Optus’ message on this issue was a bit cryptic. So I decided to turn to my international network of experts to get their opinion on the question and if there are, indeed, potential technical problems and cost blow-outs with a data retention scheme that requires the storage of 5G metadata.
As it turned out, the answer to this depends on a range of underlying issues. To illustrate the difficulty of unravelling those issues, I quote one of my colleagues whose answer was: “Yes, no, maybe”.
Let’s go a bit deeper by first looking at the technologies involved.
5G is not just one technology but a set of networking technologies that also includes, among others, 4G, WiFi and technologies such as massive MIMO (for the parallel uses of the mobile antennas), the use millimetre-wave technologies and private wireless (IoT) networks. The rollout and the delivery of such complex “5G” scenarios will heavily rely on a concerted connection to those sister infrastructures, as well as a range of other software and hardware technologies.
Furthermore, there is still a question regarding the commercial viability of 5G, especially in the short and medium-term. Currently, there is little demand for it and a full roll-out of 5G will take five to ten years. Who knows what will happen in those years?
Whatever issues arise and need to be resolved will depend on how successful the telcos will be in attracting new 5G services for which customers are prepared to pay. The internet of things (IoT) is one of the areas that receives a lot of attention. Here we are talking about billions of devices and sensors which potentially could be connected to the network. These include electricity and household sensors, self-driving cars, industrial robots and medical equipment, just to name a few.
However, it doesn’t look to me that Optus is referring to these issues. Add to the above-mentioned complexity that overzealous Australian politicians want every single device monitored. On top of that, they want all that information stored perhaps for up to two years and it now becomes clear what sort of problem Optus is referring to.
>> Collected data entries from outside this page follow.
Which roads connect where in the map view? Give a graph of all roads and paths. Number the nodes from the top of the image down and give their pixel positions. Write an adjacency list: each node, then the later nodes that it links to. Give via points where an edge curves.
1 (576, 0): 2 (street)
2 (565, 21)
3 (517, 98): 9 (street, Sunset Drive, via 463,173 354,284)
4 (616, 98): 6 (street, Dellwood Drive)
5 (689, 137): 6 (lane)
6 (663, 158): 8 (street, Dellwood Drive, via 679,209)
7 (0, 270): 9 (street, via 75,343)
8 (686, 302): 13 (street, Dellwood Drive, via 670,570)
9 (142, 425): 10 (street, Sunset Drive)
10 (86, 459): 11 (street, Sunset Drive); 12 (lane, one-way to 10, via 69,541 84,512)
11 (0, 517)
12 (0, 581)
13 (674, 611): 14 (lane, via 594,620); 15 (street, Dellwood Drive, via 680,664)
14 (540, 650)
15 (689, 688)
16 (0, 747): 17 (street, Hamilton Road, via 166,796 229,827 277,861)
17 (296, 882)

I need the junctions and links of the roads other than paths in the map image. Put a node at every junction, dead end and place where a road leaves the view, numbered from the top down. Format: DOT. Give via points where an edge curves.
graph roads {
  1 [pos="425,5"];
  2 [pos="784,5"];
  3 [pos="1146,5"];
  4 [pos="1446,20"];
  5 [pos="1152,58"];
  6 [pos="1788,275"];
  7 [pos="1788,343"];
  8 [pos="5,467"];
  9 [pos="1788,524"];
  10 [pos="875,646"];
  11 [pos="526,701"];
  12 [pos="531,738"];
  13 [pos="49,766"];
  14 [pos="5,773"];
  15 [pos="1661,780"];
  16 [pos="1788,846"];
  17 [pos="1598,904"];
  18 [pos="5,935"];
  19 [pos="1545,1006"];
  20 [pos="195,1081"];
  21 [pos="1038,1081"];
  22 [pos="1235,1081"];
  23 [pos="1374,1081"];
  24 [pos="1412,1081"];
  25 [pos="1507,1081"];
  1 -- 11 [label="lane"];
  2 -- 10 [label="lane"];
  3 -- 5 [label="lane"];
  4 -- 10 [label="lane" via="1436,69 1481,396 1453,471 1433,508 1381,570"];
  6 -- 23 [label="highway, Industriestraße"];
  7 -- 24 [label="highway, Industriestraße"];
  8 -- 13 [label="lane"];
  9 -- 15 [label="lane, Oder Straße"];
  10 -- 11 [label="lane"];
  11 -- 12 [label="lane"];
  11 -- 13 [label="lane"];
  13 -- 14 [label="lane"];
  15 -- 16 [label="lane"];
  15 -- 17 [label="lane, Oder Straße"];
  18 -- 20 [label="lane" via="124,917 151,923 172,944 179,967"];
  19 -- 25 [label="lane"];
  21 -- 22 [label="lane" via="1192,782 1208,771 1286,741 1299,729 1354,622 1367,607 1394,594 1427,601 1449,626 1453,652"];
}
While many of the IoT devices are rather static and will not have a lot of data that needs to be stored if you talk of billions of them and the security agencies want all of the metadata collected and stored, you indeed will have a problem. This, of course, is on top of the other metadata that needs to be collected from services such as Facebook, emails, YouTube, Google searches, advertising, internet traffic and so on.
As many industry and security experts, as well as national and international business leaders, have indicated, the data retention regime could do Australia more harm than good. The question is how politically powerful the security agencies are in their overzealous demands. Their demands could undermine the whole reliability of the telecoms’ infrastructure unless they are prepared to spend billions of dollars to see all of their requirements fulfilled. If they don’t come up with the money to pay for their demands, 5G might simply become a commercially unviable technology.
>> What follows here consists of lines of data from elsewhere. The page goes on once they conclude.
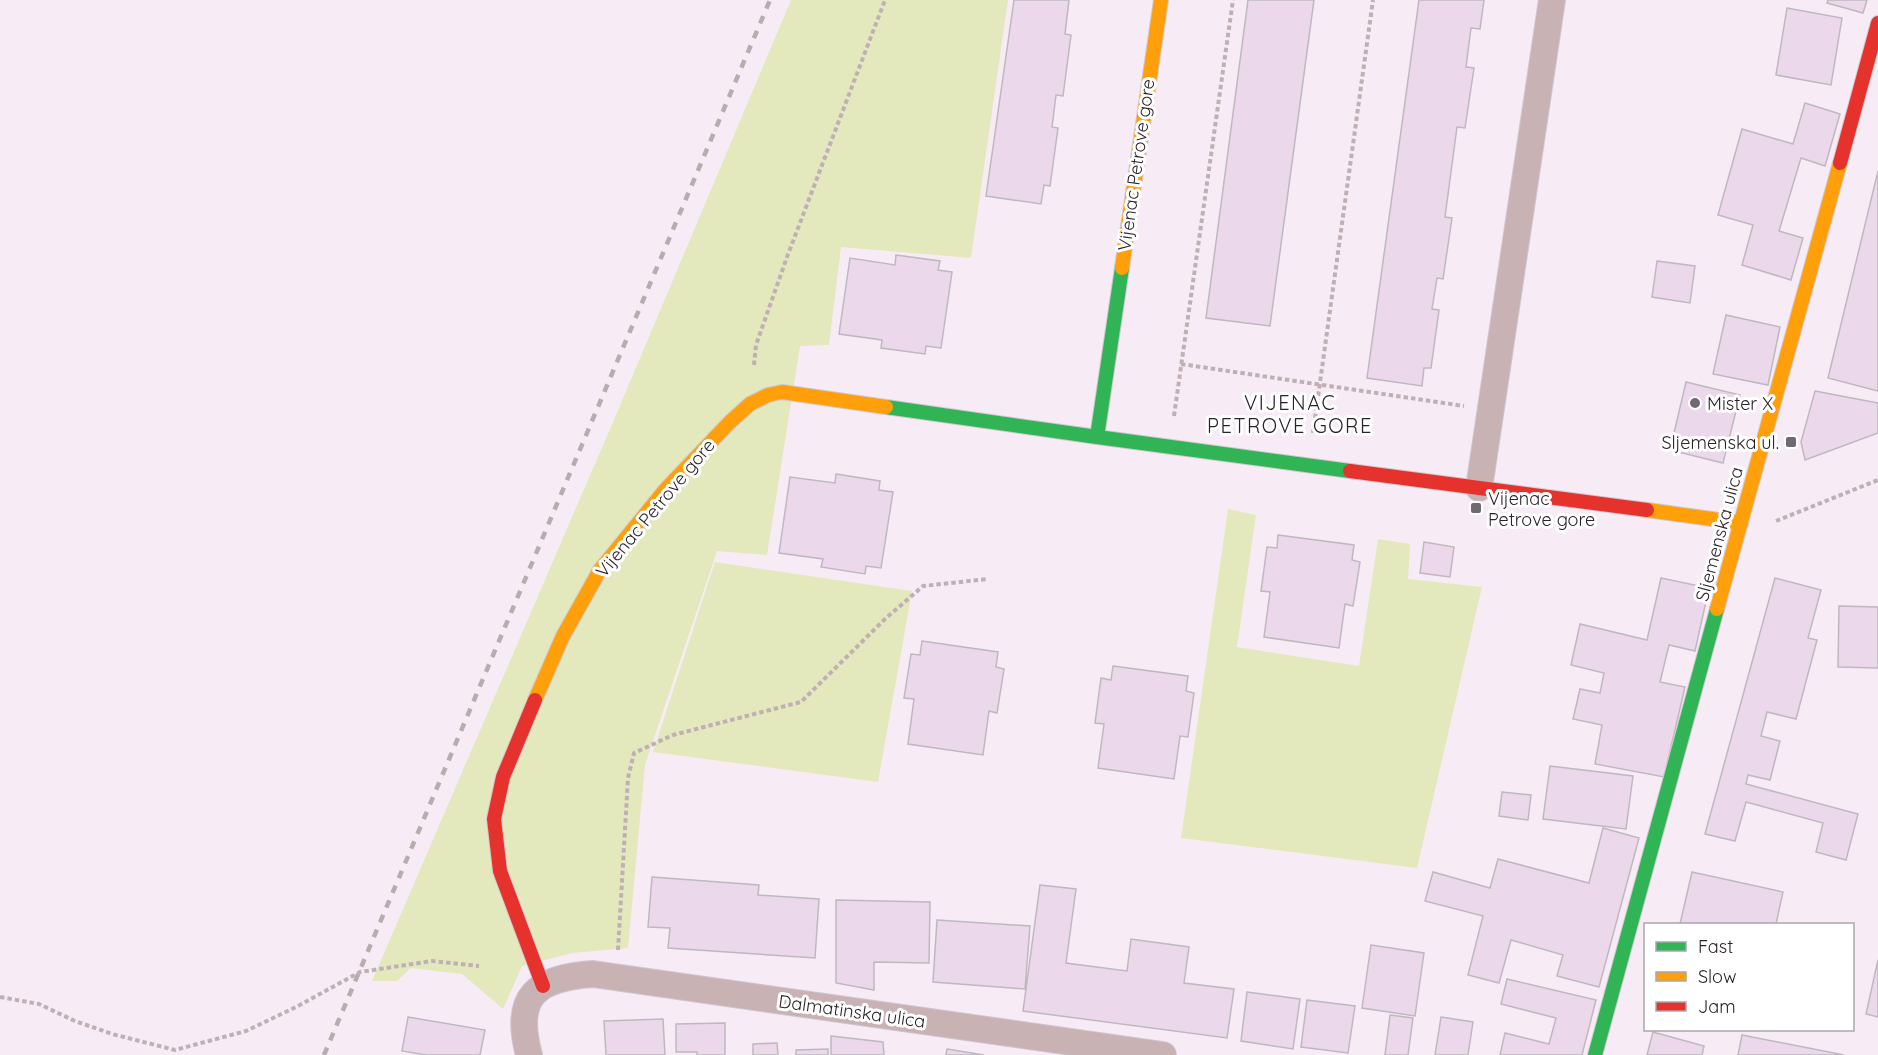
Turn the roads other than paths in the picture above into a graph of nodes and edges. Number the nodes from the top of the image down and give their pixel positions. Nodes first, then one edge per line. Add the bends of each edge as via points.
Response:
1 (1161, 0) edge
2 (1552, 0) edge
3 (1878, 23) edge
4 (1097, 437) junction
5 (1479, 488) junction
6 (1741, 523) junction
7 (543, 986) junction
8 (529, 1055) edge
9 (1163, 1055) edge
10 (1595, 1055) edge

1 - 4 street, Vijenac Petrove gore
2 - 5 street
3 - 6 street, Sljemenska ulica
4 - 5 street, Vijenac Petrove gore
4 - 7 street, Vijenac Petrove gore via 782,392 750,404 730,422 666,489 600,570 562,636 503,777 494,819 500,871
5 - 6 street, Vijenac Petrove gore
6 - 10 street, Sljemenska ulica
7 - 8 street via 531,997 524,1013
7 - 9 street, Dalmatinska ulica via 571,975 593,974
Looking at just the technical issues – if we don’t take the requirements from the security agencies into account – the answer to the blow out question could be that it would not happen. The infrastructure can be configured with 4G and WiFi and the backhaul will have to be fibre, in any case, and the technical capacity could well be organised in an effective and efficient way. Cryptography could be applied to secure the flow of communication, protecting it from snooping, hacking and jamming.
However, adding the requirements from the security agencies makes it a totally different proposition. How much power is the Government prepared to secede to the security agencies to get what they want and who is going to pay for the extra billions of dollars that this will cost?
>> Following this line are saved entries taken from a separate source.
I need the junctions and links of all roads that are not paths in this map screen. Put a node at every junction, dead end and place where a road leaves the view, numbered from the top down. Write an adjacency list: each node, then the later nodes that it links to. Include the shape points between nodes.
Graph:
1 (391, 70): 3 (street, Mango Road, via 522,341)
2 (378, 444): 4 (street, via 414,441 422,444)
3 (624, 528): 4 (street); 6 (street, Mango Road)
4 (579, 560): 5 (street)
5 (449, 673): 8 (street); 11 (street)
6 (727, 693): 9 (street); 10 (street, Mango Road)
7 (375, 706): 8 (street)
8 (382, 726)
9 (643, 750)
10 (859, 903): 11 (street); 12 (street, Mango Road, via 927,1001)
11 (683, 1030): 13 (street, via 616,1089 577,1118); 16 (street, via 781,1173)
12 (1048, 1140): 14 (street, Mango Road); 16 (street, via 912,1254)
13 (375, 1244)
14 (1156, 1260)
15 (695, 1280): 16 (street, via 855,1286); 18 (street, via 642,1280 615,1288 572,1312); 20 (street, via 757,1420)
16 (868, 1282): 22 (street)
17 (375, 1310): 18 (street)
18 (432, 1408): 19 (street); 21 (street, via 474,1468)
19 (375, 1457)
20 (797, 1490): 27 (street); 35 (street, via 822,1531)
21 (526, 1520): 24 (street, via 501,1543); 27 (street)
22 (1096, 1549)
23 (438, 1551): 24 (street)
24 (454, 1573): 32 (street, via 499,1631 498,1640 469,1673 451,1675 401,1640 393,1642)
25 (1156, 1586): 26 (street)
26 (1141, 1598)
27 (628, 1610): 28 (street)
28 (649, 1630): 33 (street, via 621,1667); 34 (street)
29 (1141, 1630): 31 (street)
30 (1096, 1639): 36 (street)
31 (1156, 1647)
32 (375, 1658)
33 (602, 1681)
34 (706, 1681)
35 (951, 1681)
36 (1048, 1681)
This, of course, is totally separate from the national issues on how much of a “Big Brother is watching you” society Australia wants to become. Perhaps after China and a few rouge countries, Australia is set to become the Western example of a surveillance state. The country is already becoming a global test case in many areas, including the technical one addressed by Optus.
The other issue that is receiving international attention is what these laws mean for press freedom as well as for personal freedoms and privacy. If these issues are not well thought through and properly addressed, the answer to the blow-out question will be that it would blow out.
So far, the Government has boycotted a proper and broad debate and rushed through the surveillance legislation without any proper discussion and without thinking through the technical, financial and social consequences of their decisions.